What you should do
Find the lines of the listing that contain the string "Küperstieg", and return them.

Records to use
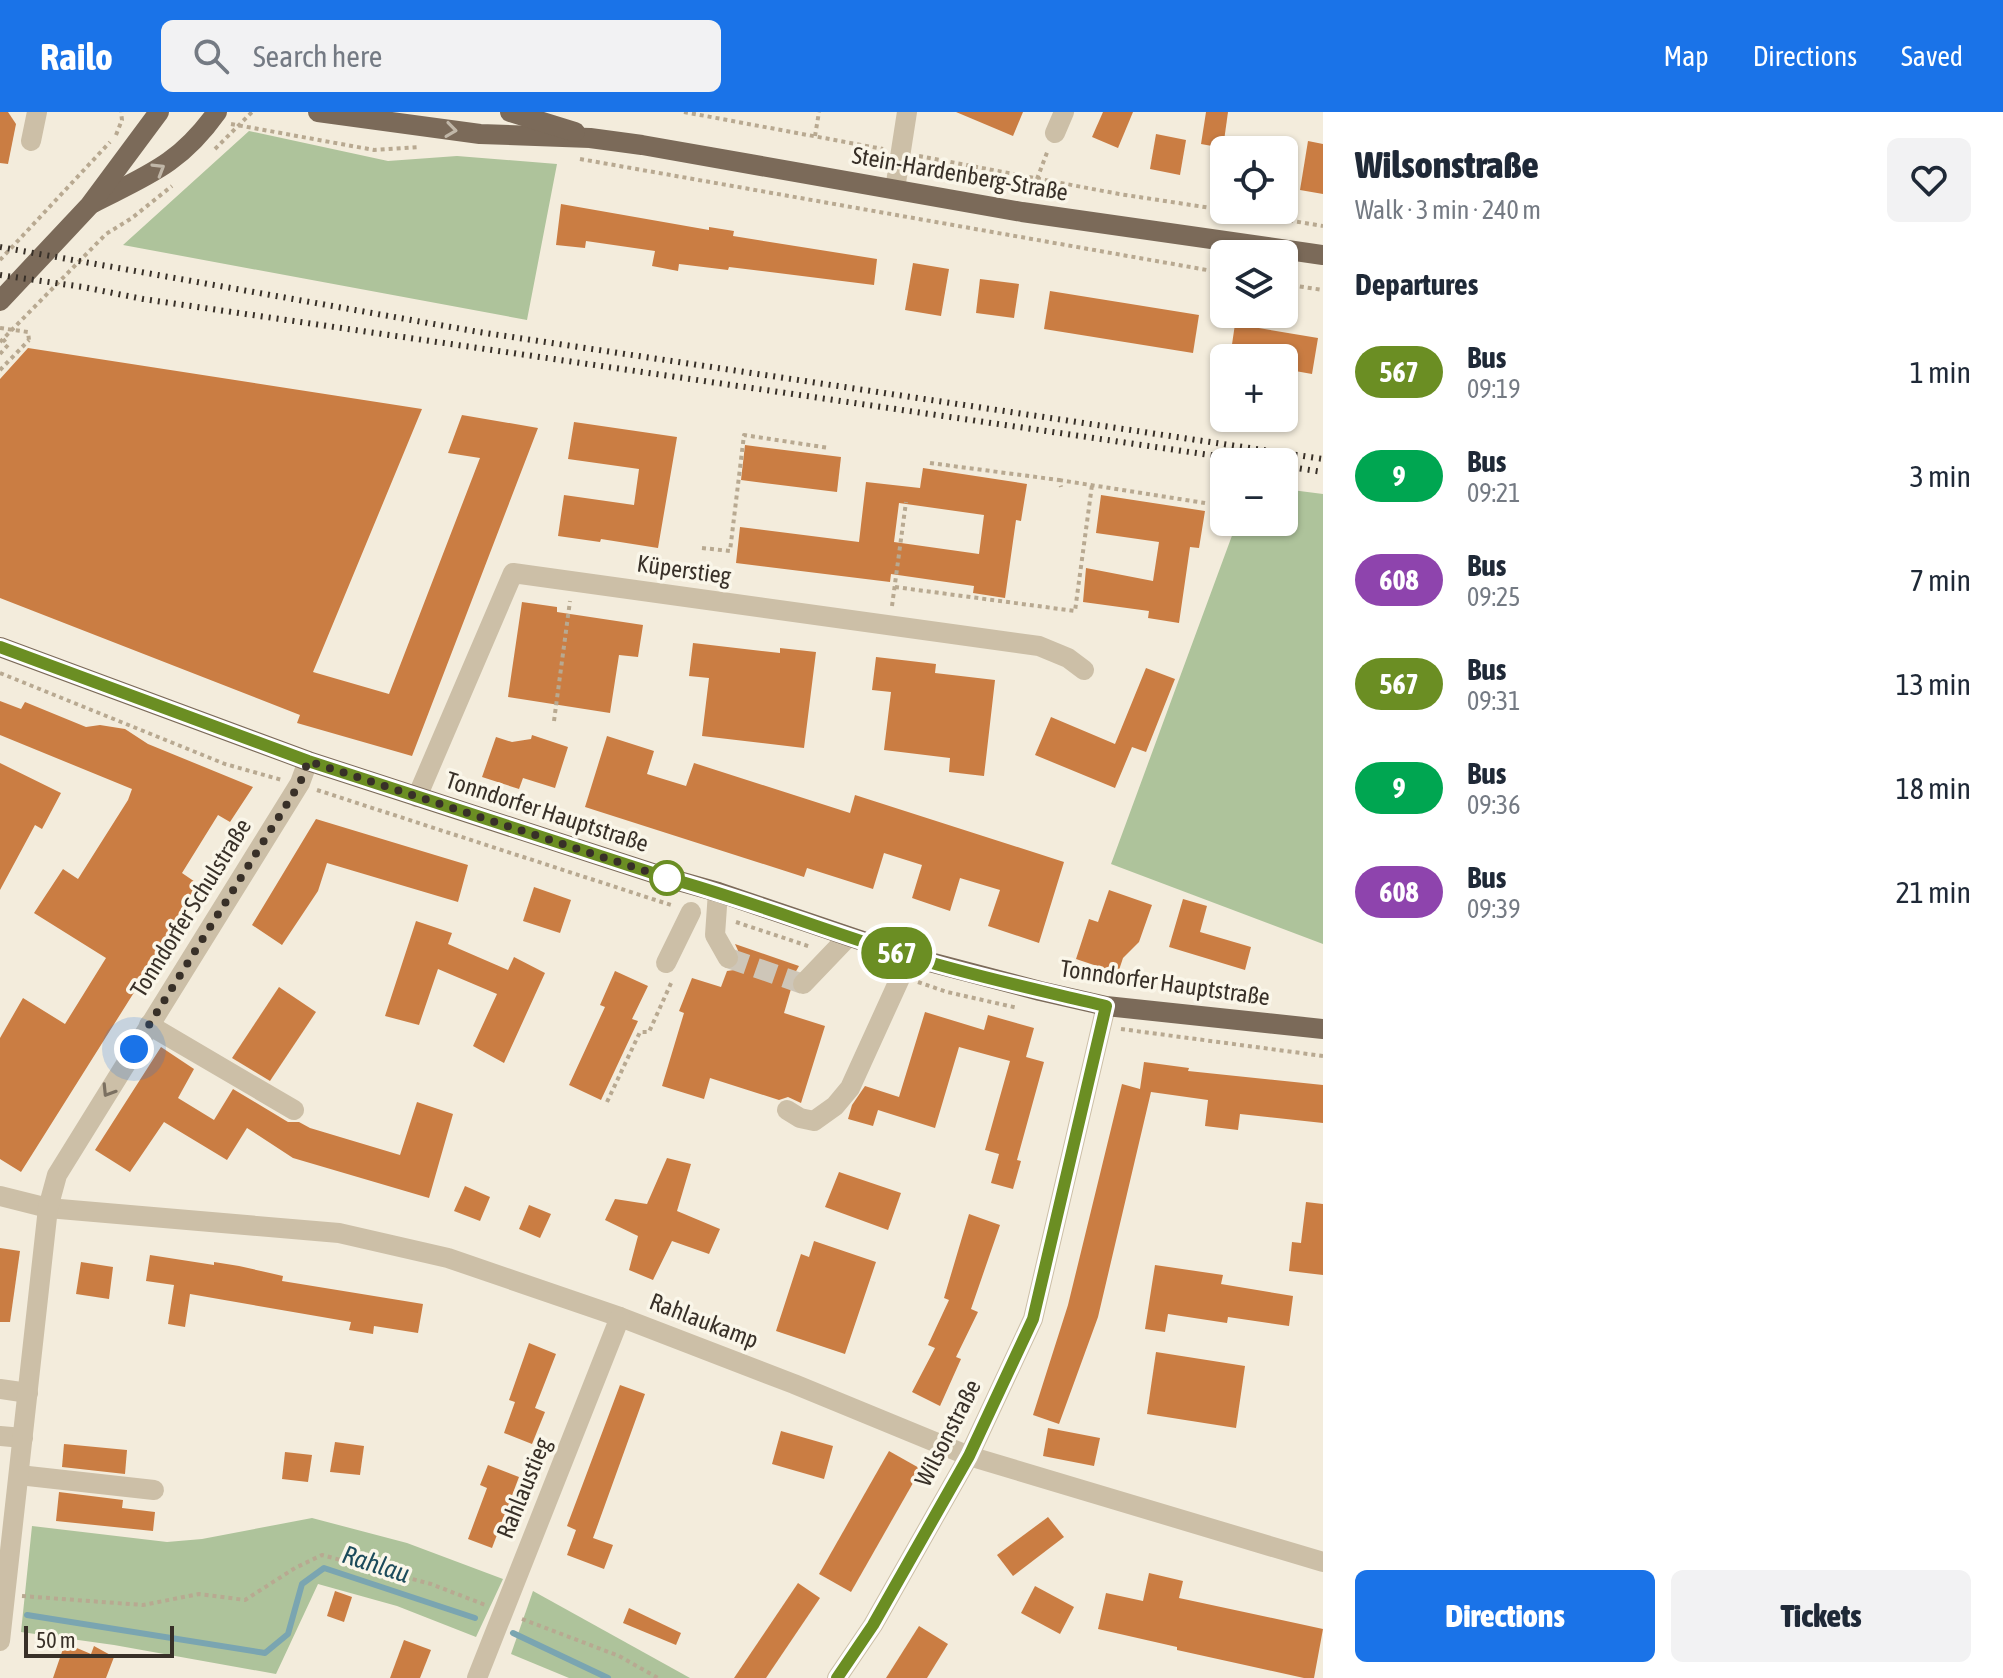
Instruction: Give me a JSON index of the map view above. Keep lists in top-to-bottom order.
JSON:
{
  "streets": {
    "main road": ["Stein-Hardenberg-Straße", "Tonndorfer Hauptstraße"],
    "street": [
      "Küperstieg",
      "Tonndorfer Schulstraße",
      "Rahlaukamp",
      "Wilsonstraße",
      "Rahlaustieg"
    ]
  },
  "crossings": [
    ["Küperstieg", "Tonndorfer Hauptstraße"],
    ["Tonndorfer Hauptstraße", "Tonndorfer Schulstraße"],
    ["Tonndorfer Hauptstraße", "Wilsonstraße"],
    ["Tonndorfer Schulstraße", "Rahlaukamp"],
    ["Rahlaukamp", "Wilsonstraße"],
    ["Rahlaukamp", "Rahlaustieg"]
  ],
  "water": ["Rahlau"],
  "lines": ["bus line 567"],
  "scale_bar": "50 m",
  "page": {
    "header": "Railo",
    "search": "Search here",
    "nav": ["Map", "Directions", "Saved"],
    "on_map": "567",
    "heading": [
      ["Wilsonstraße", "Walk · 3 min · 240 m"],
      "Departures"
    ],
    "map_buttons": ["+", "−"],
    "list": [
      {
        "mark": "567",
        "name": "Bus",
        "note": "09:19",
        "value": "1 min"
      },
      {
        "mark": "9",
        "name": "Bus",
        "note": "09:21",
        "value": "3 min"
      },
      {
        "mark": "608",
        "name": "Bus",
        "note": "09:25",
        "value": "7 min"
      },
      {
        "mark": "567",
        "name": "Bus",
        "note": "09:31",
        "value": "13 min"
      },
      {
        "mark": "9",
        "name": "Bus",
        "note": "09:36",
        "value": "18 min"
      },
      {
        "mark": "608",
        "name": "Bus",
        "note": "09:39",
        "value": "21 min"
      }
    ],
    "buttons": ["Directions", "Tickets"],
    "scale": "50 m"
  }
}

Response box
      "Küperstieg",
    ["Küperstieg", "Tonndorfer Hauptstraße"],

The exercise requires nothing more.